A funeral march took place through the streets of Buenos Aires on Tuesday in memory of prosecutor Alberto Nisman on the occasion of the seventh anniversary of his death, which continues to be investigated by the Argentine courts.
The prosecutor headed the investigations into the terrorist attack against the headquarters of the Associação Mutual Israelita de Buenos Aires (Amia), which took place in 1994, and was found dead in 2015, days after announcing that he would formally denounce the government of then-President Cristina Kirchner for alleged collusion with Iran to cover up the case.
Dressed in black clothes and carrying candles and lanterns, a few dozen citizens gathered in the center of the capital and headed to the Le Parc residential complex, in the Puerto Madero neighborhood, where the apartment where the prosecutor lived and where he was found with a headshot.
The demonstration, however, did not gather as many participants as in the first anniversaries.
In turn, the Delegation of Argentine Israeli Associations (DAIA), which on this occasion did not organize any in-person act of tribute due to the advance of the pandemic, published a video on its social networks to remember the late prosecutor.
“I was with Alberto Nisman three days before his death. Nisman was not suicidal. Nisman was an enthusiastic investigator. Nisman did not commit suicide,” said DAIA President Jorge Knoblovits.

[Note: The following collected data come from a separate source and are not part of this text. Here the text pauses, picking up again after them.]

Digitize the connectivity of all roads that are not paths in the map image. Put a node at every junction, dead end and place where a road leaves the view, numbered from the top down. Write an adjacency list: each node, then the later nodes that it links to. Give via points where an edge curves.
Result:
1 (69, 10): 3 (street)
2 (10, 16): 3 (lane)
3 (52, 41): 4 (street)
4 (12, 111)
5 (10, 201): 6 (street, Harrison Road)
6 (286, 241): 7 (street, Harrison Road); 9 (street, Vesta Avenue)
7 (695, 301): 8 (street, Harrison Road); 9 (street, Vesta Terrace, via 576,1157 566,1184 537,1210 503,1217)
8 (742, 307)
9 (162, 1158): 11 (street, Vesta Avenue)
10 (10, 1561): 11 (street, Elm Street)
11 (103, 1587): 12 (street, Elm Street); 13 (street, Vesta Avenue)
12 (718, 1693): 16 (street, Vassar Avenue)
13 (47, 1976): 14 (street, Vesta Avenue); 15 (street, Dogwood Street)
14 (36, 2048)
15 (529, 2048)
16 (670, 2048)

Nisman was found dead on January 18, 2015 in the bathroom of his apartment, hours before the scheduled time to appear before Congress to explain the complaint he had made four days earlier against the former president (2007-2015) and current vice president. Argentine President Cristina Kirchner.
The special prosecutor in the case investigating the attack on Amia, which in 1994 left 85 dead in Buenos Aires, denounced Cristina and other members of her cabinet for the alleged cover-up of the Iranians accused of the terrorist attack against the Israeli association, through a memorandum of agreement signed between Argentina and Iran in 2013.
Almost seven years later, on October 7, the Federal Oral Court 8 unanimously judged the case, considering that the memorandum “does not constitute a crime”.
The prosecutor’s death, initially investigated as a suicide, was classified as a “homicide” by the Federal Court in June 2018, but without determining who would have committed the crime.
Currently, the case focuses on analyzing the tens of thousands of calls that were made in the vicinity of Nisman’s apartment hours after his death.